While fans grumbled throughout the state as the beginning of the season was pushed back further and further in 2012 and eventually into 2013, owners like Wild owner Craig Leipold knew he needed a change if he were gong to make the franchise profitable. He knew he needed changes both on the ice and off.
Leipold signed Zach Parise and Ryan Suter both to eye-popping 13-year $98 million contracts this off season to try and help things off the ice. Minnesota scored the least amount of goals in the entire league last season. The organization’s hope is to give the fans a perennial playoff contender. Leipold’s hope is to make the organization profitable at the same time.
One might suspect that the Wild are one of the most profitable teams in the NHL, but they are no longer selling out every game like it did for the first 10 years of the organization’s existence. Even then, the Wild were not within the NHL’s elite, both as far as play on the ice and the revenue generated. While the Wild looked for help on the ice from their off season moves, they needed help from other NHL teams to support their bottom line.
There are three teams in the NHL that make up 80% of the league’s operating profit–the Toronto Maple Leafs, the New York Rangers and the Montreal Canadiens. This is the type of lopsided profit margins that requires the have’s to support the have-nots.

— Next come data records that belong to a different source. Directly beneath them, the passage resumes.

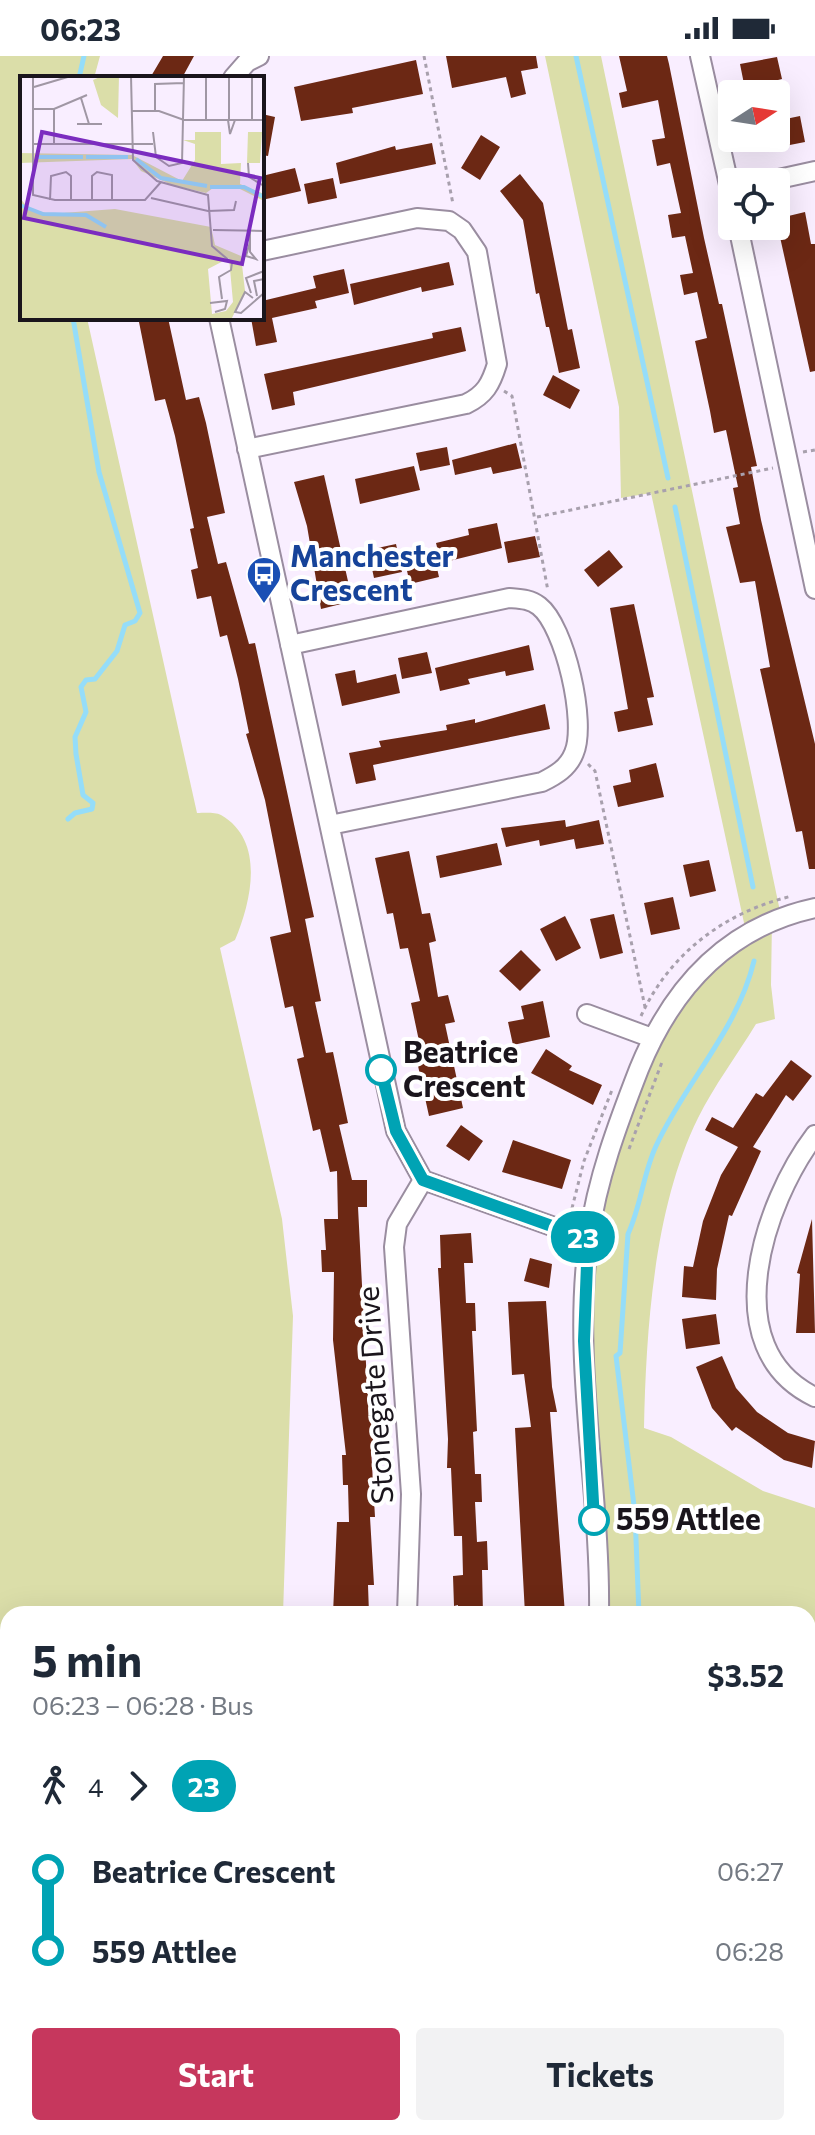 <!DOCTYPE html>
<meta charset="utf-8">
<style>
body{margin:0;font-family:Commissioner,sans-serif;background:#f2f2f3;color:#1f2937;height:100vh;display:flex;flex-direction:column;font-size:30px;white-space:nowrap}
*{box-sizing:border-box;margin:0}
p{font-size:26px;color:#747a83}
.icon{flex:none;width:44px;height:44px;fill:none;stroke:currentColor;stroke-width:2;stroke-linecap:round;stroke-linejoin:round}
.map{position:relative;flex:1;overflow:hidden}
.panel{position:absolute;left:0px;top:1550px;width:816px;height:530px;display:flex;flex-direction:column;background:#fff;border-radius:24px 24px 0 0;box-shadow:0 8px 32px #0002}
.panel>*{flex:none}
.badge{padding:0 16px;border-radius:26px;font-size:28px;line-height:52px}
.needle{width:52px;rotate:78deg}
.buttons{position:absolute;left:718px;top:24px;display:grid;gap:16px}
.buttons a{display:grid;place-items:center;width:72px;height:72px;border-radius:8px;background:#fff;box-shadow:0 8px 32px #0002;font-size:40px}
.map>.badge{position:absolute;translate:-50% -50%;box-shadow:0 0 0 4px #fff}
.legs{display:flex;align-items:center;gap:12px;height:88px;padding:0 32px;font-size:26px}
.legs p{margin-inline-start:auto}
.head{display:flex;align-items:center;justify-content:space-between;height:136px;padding:0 32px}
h1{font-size:44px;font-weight:700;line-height:60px}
.cta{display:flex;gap:16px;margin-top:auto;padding:16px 32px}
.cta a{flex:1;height:92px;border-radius:8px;background:#c6375d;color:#fff;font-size:32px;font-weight:700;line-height:92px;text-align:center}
.cta a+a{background:#f2f2f3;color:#1f2937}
ul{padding:0 32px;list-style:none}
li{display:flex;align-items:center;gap:28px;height:80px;font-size:30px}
li i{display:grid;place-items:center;width:12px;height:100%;margin:0 10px;background:currentColor}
li i::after{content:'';width:20px;height:20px;margin:-10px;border:6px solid;border-radius:50%;background:#fff}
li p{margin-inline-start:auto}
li:first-child i{background:linear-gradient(#0000 50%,currentColor 0)}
li:last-child i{background:linear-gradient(currentColor 50%,#0000 0)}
.status{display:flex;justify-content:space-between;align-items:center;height:56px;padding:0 40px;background:#fff;direction:ltr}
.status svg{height:22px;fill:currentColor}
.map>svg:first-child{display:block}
</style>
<div class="status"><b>06:23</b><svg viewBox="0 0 49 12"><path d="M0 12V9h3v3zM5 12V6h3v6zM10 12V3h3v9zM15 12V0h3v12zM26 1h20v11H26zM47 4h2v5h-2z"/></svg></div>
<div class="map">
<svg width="815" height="2079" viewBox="0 0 815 2079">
<rect width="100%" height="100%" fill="#f9eeff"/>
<path fill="#dbdea9" d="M0 0H100L94 22H22V262H87L197 757C204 757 215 756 221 759 266 785 251 846 235 884L220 892 282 1163 293 1260 283 1558H8V1914L0 1899Z
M545 0H601L781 860 772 864 771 929 775 963 756 968C737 999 714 1030 698 1062 654 1151 646 1274 644 1372L671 1381 763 1435 815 1452V1891L808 1893V1558H598L587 1183 652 980 746 876 651 437 621 442 619 351Z
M8 1975V2072H17L0 2077V1980Z"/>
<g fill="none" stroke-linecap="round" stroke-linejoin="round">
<path stroke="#95ddf9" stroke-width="5" d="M576 0 668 422
M79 22 84 0
M675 451 753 831
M68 763 75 757 92 753 93 747 83 739 76 698 75 681 86 656 81 631 86 624 95 623 117 595 125 569 135 565 140 557 99 416 73 262
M639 1558 635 1458 616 1300 620 1297 628 1178C641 1150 643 1118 656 1090 686 1025 737 975 754 905
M675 2079 677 2072"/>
</g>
<path fill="#6c2814" d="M163 0H194L182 22H150Z
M446 0H536L538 12 521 15 526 38 511 42 506 21 452 32Z
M619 0H667L669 8 704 182 719 248H722L757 410 751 411 761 464 815 688V813H809L802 775 796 776 760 613 770 611 755 525 740 527 726 471 740 468 733 432 738 431 726 374 714 377 710 355 695 285 707 282 697 236 684 239 680 219 693 217 685 180 672 182 668 159 681 157 670 107 657 110 652 84 665 82 658 44 622 52 619 37 627 35Z
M777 1 782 23 770 26 773 38H746L740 8Z
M416 4 423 38 352 52 353 57 301 65 294 31Z
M262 58 275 61 268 100 262 99Z
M800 60 805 86 759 95 756 82H776V65Z
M481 79 500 91 480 124 461 112Z
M432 87 436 108 340 128 336 107 395 90 396 94Z
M295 112 301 135 262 144V120Z
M520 118 543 147 568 274 572 273 580 312 559 317 549 271H546L539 237 536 238 523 164 500 135Z
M333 122 337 142 308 148 304 128Z
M805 156 811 188H815V315L810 316 776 163Z
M449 206 454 229 422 236 421 231 354 249 350 228Z
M344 213 349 237 315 245 317 252 272 262 277 286 256 290 251 262H262V245L316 232 313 220Z
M158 262H168L186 344 199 341 206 367 225 457 207 461 218 508 226 506 249 588 255 587 314 861 305 863 321 945 315 946 326 997 333 996 348 1067 339 1069 352 1124H367V1151H358L367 1327 374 1391 371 1392 375 1461H370L374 1529H368L369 1558H333L337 1466H349L348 1429H343L342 1399H346L333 1284 334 1216H322L321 1194H326L324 1163H338L337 1115 330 1116 320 1073 313 1075 297 1003 304 1001 293 950 285 952 270 881 291 876 265 744 246 678 249 677 238 623 227 579 220 581 211 540 197 543 191 514 198 512 190 473 194 472 175 380 165 343 155 345 148 311 139 266Z
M461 271 466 295 293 336 295 349 272 354 264 318 433 282 432 277Z
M553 319 580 334 570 353 543 339Z
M516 387 522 412 493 418 491 411 455 419 452 404Z
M447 391 450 409 420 415 416 397Z
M414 410 420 434 360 448 355 423Z
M324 419 350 534 338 537 341 548 321 553 307 470 294 426Z
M497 467 502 492 441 507 436 487 469 479 468 473Z
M535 480 540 501 508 507 504 486Z
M396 488 402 516 374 522 368 494Z
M609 494 623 511 598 531 584 514Z
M434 499 439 521 410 528 405 506Z
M634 548 654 641 647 642 653 669 618 676 614 656 628 653 610 552Z
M529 589 534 614 506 620 505 615 468 623 470 628 440 635 435 612Z
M427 596 432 617 402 623 398 602Z
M355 614 357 627 396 618 400 637 342 650 335 618Z
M545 648 550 673 373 709 376 724 356 728 349 697 381 691 379 685 447 674 446 669 475 663V667Z
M656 707 664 741 618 751 613 730 631 726 629 714Z
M565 764 566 771 599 764 604 788 576 793 574 783 540 790 539 784 506 791 501 772Z
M497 787 502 809 440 822 436 800Z
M409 795 422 858 430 857 436 885 429 887 438 941 448 939 455 966 445 968 463 1052 429 1060 413 987 419 985 411 947 420 945 408 892 400 893 393 857 387 858 375 802Z
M709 804 716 835 690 841 683 809Z
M673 841 680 873 651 879 644 847Z
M614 858 623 897 600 903 590 863Z
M565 860 581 892 556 905 540 873Z
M521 894 541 914 520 935 499 915Z
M543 945 550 981 513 989 508 966 524 963 521 950Z
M546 993 572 1010 569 1014 602 1029 593 1049 531 1017Z
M791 1004 812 1020 793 1045 786 1039 753 1091 761 1095 732 1160 729 1159 717 1213 716 1244 682 1241 684 1210 693 1211 703 1165 721 1119 738 1091 705 1074 712 1061 733 1072 756 1037 763 1041Z
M461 1069 483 1085 469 1105 446 1090Z
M513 1084 571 1104 562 1133 502 1116Z
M812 1163 815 1277H796L800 1218 797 1217Z
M471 1177 473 1207H464L466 1247H475L476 1275H472L477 1375 473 1376 475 1418H481L482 1446H475L477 1486 487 1485 488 1514H482L483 1558H458V1549L454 1550 453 1520 463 1519 462 1480H454L451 1412H447L448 1383 438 1212H441L440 1179Z
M530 1202 552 1208 549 1232 524 1225Z
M546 1245 552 1331 557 1356H550L565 1558H525L515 1372 531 1371 524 1318 512 1319 508 1246Z
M716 1258 720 1288 686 1293 682 1263Z
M722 1300 736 1332 757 1356 788 1377 815 1385 812 1412 784 1404 736 1371 732 1375 712 1352 696 1311Z"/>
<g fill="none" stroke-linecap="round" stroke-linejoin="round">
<g stroke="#9a8da0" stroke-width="22">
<path id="minor" d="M700 0 732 142
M233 22 247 6 259 0
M765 126 815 115
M738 170 815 533
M219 262 396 1075 423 1124 588 1183
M247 393 466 348C485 339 491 328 497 308L477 196 462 174 449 165 417 162 262 195
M290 589 509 542C521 543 530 543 539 550 565 570 587 667 574 697 568 712 556 719 542 726L330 769
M587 958 652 982
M815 1079C764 1146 714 1293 815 1341
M407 1558 411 1438 394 1191 397 1168 423 1124
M599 1558C601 1433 571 1306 589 1181 597 1123 618 1067 639 1013 672 932 727 871 815 852
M808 1976 815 1971
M0 1981 8 1976
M180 2072 191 2079
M307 2072 309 2079
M135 2079 169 2072
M774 2079 776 2072"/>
</g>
<path stroke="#a8a0ad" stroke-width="3" stroke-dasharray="4 4" stroke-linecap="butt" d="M424 0 453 148
M504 335 512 340 548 535
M803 396 815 394
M537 461 773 412
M588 708 595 715 645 951
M641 960C670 897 725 856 792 840
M629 1093 662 1006
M570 1160 584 1105 612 1034
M808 1627 815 1624
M275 2072 276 2079"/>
<use href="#minor" stroke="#fff" stroke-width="18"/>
</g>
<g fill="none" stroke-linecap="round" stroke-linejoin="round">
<g stroke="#fff" stroke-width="18">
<path id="line-1" d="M381 1014 396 1075 423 1124 588 1183 584 1285 594 1464"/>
</g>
<use href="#line-1" stroke="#00a3b4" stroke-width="12"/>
</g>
<defs>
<g id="bus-pin" transform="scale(1.8)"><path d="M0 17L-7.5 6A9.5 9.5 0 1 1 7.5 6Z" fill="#1a4fb4" stroke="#fff"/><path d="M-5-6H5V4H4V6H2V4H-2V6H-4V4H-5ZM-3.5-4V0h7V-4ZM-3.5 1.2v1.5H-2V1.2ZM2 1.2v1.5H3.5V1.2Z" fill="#fff"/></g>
</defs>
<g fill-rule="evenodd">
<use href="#bus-pin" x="264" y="518"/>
</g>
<g fill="#fff" stroke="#00a3b4" stroke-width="4">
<circle cx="381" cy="1014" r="14"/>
<circle cx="594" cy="1464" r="14"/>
</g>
<g text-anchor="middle" stroke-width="8" stroke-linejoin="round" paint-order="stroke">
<g font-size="30" font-weight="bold" fill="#164399" stroke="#fff" text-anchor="start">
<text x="290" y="511">Manchester<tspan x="290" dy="34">Crescent</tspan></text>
</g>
<g font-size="30" font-weight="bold" fill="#1a151c" stroke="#fff" text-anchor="start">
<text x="403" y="1007">Beatrice<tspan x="403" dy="34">Crescent</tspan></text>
<text x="616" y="1474">559 Attlee</text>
</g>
<g font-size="30" fill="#1a151c" stroke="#fff">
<text transform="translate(376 1339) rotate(-94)" y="10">Stonegate Drive</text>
</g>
</g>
<g transform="translate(20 20)">
<rect width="244" height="244" fill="#f9eeff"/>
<path d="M82 0H99L98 42 81 29 73 4ZM175 56H201V88L221 87 220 108 244 118V125L220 113 193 112 186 117 152 109 121 95 112 83 0 87V77L112 79 162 105 175 84V68L163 64H175ZM228 56H242L240 87H227ZM0 122 8 132 29 138 95 133 191 151 195 169 221 180 225 215 211 244H0ZM209 182 213 226 206 235 192 238 188 193Z" fill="#dbdea9" fill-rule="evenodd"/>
<path fill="none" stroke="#95ddf9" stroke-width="4" d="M16 81H63M66 81H108M116 83 141 102 187 110M190 111H224L244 121M0 129 23 138 66 139 86 151"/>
<path fill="none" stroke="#a097a4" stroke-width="2" d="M13 0V119L35 124H125L141 106M111 0 113 84 137 105 188 119 192 170 212 187 211 194 199 201 202 223M186 0V44M209 0V44M232 0V44M14 11 51 0M61 22 69 48M14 33H34L67 19M34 33V68M135 34V8L164 7M111 35H139L164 44H244M208 44 210 58 215 44M57 48H82M133 56 136 81 149 90 162 87 164 0M14 68H133M228 87 229 101 244 110M131 122 188 135 214 134 216 125M30 124 31 100 46 96 51 100V124M72 124V100L77 96 92 99V124M193 154 244 155M230 155V176L236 183 226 180 230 166M243 155 244 189M231 217 226 202 244 195M237 220 234 205 244 203M233 222 225 216 215 236 221 237 244 217M190 227 207 225 205 233 195 236"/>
<path fill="#7b2cbf" fill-opacity="0.15" stroke="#7b2cbf" stroke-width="4" d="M22 56 240 102 222 188 4 142Z"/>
<rect width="244" height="244" fill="none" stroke="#1a151c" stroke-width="4"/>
</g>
</svg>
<div class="buttons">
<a><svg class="needle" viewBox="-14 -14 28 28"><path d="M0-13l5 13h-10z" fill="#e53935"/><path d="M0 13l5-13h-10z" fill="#747a83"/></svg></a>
<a><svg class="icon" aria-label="locate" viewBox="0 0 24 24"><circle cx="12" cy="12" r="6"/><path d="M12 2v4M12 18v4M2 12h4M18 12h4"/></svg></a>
</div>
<b class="badge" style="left:583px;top:1181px;background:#00a3b4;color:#fff">23</b>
<section class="panel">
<div class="head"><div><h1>5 min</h1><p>06:23 – 06:28 · Bus</p></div><b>$3.52</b></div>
<div class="legs"><svg class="icon" aria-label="walk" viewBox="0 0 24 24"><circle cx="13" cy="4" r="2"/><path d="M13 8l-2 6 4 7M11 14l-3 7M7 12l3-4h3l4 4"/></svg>4<svg class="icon" aria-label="forward" viewBox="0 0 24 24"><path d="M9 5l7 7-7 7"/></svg><b class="badge" style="background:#00a3b4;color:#fff">23</b></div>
<ul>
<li><i style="color:#00a3b4"></i><b>Beatrice Crescent</b><p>06:27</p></li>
<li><i style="color:#00a3b4"></i><b>559 Attlee</b><p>06:28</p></li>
</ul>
<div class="cta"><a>Start</a><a>Tickets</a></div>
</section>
</div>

The new labor agreement attempts to address this problem.
“The Wild have been through their history sort of break-even, flirting around there, making a little money, and in more recent years, losing a little bit of money as the NHL salary cap has been rising each year,” said Mike Ozanian, who is a pro sports finance writer for Forbes.
While NHL teams keep their finances private, Ozanian believe that the Wild hasn’t turned a profit since 2009. They aren’t alone either. Nearly half of all NHL teams had operating losses last season. This is one of the largest factors to the owners locking the players out. The new CBA should help alleviate some of those losses however as wealthier teams will be subsidizing the poorer ones. This should help Leipold and the Wild return to profitability.
“Of course that’s all depending on how well the team is managed and promoted and how successful they are ultimately on the ice,” says economist Andrew Zimbalist of Smith College in Massachussetts. “But it gives them more of a fighting chance, I think, than they’ve had in the past.”
While the CBA should help Minnesota’s bottom line, the major offseason moves should help their win total. If both happen, everyone in Minnesota will be happy.